--- RECORDS SUPPLIED Enclosed Below ---

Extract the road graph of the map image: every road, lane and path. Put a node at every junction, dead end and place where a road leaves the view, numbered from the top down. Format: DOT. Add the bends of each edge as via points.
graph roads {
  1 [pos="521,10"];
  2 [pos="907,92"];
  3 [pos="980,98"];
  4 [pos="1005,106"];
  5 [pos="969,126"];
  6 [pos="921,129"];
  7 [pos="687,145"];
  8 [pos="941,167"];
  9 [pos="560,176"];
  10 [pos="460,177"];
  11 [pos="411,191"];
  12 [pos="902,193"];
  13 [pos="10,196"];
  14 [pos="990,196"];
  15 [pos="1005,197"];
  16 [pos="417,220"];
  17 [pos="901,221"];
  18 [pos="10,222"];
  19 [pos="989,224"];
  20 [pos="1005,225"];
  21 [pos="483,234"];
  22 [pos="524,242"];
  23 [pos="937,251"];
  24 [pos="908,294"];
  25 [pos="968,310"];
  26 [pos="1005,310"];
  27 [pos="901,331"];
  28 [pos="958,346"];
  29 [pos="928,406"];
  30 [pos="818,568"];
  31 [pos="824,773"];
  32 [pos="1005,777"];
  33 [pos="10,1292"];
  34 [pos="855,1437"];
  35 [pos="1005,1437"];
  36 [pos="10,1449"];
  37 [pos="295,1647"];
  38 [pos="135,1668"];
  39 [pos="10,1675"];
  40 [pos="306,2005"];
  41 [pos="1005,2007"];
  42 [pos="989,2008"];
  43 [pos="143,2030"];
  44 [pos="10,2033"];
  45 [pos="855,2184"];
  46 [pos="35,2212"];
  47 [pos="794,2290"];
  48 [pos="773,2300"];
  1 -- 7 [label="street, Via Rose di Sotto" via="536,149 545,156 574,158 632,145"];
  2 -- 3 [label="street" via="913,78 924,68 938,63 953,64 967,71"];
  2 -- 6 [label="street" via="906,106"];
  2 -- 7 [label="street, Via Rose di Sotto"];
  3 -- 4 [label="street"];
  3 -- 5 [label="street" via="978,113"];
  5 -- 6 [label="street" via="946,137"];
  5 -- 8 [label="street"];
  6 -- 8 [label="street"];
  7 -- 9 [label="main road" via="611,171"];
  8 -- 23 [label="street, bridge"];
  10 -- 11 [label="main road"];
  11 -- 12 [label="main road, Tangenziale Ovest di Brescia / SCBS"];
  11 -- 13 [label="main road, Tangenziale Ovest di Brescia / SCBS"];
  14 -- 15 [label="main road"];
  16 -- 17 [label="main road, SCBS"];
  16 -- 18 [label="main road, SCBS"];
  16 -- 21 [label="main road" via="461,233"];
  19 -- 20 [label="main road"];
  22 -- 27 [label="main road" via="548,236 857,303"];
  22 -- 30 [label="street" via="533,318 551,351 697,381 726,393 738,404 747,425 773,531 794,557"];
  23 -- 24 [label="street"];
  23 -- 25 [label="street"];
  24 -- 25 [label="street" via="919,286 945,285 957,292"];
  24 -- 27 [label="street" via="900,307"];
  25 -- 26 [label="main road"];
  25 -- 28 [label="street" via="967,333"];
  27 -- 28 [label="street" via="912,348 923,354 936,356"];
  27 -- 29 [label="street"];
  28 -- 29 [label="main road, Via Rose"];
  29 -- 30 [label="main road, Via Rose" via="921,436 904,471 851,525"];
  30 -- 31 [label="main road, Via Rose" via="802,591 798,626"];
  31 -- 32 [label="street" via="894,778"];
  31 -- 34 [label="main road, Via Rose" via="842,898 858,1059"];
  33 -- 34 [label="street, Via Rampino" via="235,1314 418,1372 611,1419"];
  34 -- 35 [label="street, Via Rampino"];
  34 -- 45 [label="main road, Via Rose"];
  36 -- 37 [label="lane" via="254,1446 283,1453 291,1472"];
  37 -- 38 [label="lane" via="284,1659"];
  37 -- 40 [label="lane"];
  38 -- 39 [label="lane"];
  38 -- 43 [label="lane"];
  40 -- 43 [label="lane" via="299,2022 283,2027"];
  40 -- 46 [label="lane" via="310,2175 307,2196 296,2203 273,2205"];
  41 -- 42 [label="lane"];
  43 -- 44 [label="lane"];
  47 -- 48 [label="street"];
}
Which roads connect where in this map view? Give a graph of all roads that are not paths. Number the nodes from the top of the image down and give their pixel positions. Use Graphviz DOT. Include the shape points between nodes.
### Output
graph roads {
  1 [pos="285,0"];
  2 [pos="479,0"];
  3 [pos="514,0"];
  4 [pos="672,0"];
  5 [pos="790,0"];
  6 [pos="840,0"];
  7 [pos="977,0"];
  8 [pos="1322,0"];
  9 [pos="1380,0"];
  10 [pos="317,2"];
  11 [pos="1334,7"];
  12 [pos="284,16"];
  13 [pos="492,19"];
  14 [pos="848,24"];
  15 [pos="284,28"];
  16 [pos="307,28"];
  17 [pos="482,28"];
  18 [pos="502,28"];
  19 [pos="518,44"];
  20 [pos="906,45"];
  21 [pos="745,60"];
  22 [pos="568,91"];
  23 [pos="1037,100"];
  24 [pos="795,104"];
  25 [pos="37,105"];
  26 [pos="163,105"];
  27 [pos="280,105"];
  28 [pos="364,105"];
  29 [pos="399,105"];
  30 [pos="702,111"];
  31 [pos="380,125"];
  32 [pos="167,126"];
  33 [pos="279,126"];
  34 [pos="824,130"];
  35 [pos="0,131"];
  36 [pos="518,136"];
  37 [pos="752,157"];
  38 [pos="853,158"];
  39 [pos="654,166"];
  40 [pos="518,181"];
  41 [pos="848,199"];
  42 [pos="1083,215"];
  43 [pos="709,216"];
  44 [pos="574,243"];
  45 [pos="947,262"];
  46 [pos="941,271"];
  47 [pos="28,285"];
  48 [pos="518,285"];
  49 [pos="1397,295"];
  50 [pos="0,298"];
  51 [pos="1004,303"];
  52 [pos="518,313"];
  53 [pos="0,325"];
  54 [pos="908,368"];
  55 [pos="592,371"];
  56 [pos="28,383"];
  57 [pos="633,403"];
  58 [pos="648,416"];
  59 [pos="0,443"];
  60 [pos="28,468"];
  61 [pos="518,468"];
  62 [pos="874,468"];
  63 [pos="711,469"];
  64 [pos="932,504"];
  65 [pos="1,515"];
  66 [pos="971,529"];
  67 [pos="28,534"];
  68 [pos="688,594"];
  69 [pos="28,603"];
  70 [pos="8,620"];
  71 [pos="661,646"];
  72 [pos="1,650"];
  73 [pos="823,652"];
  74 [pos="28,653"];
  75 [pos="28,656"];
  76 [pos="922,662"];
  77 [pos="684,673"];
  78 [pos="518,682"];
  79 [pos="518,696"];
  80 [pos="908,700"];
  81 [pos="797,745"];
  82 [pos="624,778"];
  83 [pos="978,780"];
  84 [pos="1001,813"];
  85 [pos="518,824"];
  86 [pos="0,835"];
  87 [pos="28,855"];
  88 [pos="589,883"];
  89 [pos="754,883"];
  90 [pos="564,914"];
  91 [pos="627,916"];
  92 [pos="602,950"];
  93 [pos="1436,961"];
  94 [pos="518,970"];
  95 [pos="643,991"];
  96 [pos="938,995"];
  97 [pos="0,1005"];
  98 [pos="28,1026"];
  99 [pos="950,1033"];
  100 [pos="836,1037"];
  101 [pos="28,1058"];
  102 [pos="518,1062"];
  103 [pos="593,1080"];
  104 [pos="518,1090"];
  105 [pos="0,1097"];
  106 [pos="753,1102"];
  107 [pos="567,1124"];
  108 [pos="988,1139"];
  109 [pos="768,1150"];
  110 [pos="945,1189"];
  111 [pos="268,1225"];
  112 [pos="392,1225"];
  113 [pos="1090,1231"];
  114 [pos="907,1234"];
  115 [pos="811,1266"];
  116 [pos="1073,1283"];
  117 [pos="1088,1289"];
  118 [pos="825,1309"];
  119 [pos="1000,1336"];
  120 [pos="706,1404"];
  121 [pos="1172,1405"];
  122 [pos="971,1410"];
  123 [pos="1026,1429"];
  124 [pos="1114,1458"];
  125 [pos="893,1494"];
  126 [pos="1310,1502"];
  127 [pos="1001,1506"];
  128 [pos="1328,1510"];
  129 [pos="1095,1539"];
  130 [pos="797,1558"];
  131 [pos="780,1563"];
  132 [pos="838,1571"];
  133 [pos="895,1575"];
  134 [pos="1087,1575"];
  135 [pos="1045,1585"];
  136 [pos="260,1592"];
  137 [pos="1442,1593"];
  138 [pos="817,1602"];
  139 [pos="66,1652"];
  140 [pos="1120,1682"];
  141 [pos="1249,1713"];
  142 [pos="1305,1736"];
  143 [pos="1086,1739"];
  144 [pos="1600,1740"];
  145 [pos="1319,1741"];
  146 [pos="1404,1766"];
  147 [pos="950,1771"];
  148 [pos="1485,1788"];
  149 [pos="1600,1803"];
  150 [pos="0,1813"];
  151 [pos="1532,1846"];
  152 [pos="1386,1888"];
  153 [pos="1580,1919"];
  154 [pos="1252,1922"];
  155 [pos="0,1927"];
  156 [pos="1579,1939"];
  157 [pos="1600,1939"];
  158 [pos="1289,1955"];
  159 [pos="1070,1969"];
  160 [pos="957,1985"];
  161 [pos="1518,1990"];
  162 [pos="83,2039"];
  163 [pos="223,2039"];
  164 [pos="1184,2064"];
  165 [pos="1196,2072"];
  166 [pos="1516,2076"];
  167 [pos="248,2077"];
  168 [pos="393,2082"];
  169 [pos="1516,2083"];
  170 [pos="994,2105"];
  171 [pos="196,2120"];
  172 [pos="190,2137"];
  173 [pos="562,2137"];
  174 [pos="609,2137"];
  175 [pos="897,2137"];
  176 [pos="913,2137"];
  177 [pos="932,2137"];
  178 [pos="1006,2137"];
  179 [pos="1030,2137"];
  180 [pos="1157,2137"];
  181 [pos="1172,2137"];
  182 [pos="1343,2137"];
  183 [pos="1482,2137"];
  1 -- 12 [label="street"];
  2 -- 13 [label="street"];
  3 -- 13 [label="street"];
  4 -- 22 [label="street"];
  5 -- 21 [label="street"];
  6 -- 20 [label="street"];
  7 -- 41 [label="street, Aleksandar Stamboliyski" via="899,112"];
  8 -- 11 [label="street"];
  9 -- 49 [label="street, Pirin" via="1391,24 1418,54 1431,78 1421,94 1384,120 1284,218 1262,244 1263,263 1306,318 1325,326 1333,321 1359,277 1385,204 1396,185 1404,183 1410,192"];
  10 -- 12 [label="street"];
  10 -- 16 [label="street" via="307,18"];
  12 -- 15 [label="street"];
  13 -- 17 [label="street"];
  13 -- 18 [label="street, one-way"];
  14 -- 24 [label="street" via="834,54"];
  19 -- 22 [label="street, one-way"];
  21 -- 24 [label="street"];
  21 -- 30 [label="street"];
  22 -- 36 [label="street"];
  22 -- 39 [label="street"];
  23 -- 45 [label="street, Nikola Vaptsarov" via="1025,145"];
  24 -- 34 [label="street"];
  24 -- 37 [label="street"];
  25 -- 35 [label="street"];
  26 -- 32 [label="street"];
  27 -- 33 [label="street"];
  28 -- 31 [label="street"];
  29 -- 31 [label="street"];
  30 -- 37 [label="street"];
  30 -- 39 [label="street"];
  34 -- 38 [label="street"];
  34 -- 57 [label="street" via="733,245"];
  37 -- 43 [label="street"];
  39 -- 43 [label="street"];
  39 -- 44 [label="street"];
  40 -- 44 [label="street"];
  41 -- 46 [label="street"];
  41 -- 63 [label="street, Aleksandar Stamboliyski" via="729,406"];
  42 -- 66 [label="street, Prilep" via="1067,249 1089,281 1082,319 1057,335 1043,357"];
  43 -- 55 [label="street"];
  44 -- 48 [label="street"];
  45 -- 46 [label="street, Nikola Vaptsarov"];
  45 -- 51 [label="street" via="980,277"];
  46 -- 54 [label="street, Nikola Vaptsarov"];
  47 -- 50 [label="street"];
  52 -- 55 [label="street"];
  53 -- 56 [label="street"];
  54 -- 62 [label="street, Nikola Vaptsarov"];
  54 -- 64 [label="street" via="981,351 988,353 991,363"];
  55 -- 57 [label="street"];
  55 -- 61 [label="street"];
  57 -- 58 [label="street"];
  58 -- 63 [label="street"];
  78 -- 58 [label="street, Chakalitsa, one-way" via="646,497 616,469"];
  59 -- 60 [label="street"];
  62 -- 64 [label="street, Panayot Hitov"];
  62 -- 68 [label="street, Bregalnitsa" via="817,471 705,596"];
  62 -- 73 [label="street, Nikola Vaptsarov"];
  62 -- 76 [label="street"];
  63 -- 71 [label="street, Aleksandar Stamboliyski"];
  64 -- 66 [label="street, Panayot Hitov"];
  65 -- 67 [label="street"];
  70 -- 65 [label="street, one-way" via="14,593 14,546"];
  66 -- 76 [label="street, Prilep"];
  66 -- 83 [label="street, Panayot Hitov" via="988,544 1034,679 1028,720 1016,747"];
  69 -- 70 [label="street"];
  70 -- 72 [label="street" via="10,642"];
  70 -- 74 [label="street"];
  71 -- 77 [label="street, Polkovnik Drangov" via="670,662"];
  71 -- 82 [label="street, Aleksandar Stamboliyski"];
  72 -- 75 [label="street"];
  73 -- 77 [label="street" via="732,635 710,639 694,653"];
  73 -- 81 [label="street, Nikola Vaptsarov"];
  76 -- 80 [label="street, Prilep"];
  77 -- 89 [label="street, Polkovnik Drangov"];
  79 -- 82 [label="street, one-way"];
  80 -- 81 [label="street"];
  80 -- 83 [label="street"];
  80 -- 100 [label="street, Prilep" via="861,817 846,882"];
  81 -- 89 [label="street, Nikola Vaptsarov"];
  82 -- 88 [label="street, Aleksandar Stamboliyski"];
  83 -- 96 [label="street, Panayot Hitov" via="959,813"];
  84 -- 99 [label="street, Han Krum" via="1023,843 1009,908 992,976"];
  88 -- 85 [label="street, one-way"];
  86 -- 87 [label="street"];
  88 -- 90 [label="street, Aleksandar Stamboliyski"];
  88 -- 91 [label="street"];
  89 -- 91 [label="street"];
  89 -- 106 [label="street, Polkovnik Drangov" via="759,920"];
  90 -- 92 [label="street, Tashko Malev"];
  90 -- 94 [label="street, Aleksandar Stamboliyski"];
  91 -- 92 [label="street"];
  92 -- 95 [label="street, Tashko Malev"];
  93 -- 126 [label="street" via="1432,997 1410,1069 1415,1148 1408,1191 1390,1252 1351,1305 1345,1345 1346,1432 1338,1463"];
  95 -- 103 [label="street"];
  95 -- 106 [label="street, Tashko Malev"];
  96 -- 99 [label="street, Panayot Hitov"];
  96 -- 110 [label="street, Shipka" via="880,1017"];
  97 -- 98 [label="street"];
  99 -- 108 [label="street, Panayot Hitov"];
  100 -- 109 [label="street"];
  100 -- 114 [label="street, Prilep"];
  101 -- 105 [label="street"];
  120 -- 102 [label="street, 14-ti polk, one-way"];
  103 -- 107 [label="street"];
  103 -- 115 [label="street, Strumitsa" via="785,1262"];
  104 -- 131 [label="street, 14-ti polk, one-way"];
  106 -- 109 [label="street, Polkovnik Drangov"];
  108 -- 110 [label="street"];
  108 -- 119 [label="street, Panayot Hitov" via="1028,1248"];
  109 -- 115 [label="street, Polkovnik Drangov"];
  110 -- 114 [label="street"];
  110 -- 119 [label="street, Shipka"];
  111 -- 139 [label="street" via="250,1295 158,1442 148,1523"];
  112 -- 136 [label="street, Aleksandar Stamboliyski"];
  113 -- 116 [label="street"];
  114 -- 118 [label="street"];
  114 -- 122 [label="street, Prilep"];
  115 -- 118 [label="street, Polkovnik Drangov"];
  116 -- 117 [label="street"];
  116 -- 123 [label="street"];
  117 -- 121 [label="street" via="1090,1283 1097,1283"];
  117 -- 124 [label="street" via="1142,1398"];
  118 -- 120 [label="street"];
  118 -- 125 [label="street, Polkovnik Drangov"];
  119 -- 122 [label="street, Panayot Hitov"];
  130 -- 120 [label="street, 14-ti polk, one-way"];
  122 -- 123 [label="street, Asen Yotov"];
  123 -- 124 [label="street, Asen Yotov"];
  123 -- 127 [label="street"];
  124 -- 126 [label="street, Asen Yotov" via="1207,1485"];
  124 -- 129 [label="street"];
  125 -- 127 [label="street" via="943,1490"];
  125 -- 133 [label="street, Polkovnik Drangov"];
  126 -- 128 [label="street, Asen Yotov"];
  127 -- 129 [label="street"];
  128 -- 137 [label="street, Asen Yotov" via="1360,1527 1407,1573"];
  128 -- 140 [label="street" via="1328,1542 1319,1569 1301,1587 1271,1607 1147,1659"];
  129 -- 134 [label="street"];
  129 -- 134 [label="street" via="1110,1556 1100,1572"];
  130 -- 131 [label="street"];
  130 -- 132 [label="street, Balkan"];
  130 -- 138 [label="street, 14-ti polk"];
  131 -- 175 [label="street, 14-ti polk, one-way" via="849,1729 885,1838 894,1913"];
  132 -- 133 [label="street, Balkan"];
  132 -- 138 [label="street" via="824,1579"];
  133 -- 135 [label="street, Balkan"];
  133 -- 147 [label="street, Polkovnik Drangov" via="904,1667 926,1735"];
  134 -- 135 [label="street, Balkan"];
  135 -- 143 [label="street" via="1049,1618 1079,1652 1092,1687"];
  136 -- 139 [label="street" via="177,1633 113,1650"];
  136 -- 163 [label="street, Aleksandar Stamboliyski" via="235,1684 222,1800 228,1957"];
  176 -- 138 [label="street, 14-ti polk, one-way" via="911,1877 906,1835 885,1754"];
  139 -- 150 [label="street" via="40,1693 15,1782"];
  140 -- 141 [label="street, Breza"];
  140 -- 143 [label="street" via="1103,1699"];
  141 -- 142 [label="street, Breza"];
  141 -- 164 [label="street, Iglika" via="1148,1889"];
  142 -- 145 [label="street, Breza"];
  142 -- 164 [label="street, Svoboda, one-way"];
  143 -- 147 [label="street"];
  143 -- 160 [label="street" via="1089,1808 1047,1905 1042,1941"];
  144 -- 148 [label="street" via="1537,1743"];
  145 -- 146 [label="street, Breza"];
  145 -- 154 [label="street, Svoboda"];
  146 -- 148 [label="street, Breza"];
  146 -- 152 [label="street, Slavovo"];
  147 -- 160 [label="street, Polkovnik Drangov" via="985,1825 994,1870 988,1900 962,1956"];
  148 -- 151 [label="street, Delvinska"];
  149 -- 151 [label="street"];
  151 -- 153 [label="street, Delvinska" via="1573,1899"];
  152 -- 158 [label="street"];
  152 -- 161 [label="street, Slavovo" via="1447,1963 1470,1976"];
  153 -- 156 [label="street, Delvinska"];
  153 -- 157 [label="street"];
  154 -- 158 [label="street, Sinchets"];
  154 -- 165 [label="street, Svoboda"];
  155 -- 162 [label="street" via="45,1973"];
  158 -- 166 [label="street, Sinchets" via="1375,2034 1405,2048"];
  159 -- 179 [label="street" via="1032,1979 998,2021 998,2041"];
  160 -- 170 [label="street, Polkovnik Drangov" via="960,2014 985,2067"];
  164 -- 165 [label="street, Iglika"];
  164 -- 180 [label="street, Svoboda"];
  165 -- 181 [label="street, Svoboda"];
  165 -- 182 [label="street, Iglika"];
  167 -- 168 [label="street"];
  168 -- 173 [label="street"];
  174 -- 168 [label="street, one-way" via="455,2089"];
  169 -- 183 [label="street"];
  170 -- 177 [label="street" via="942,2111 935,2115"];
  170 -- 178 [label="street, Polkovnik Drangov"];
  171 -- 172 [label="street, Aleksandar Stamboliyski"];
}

--- End of Enclosed RECORDS SUPPLIED ---

▸ WORK ORDER
Extract every line from the records above that contains the word "points".

▸ PROBLEM SOLUTION
Extract the road graph of the map image: every road, lane and path. Put a node at every junction, dead end and place where a road leaves the view, numbered from the top down. Format: DOT. Add the bends of each edge as via points.
Which roads connect where in this map view? Give a graph of all roads that are not paths. Number the nodes from the top of the image down and give their pixel positions. Use Graphviz DOT. Include the shape points between nodes.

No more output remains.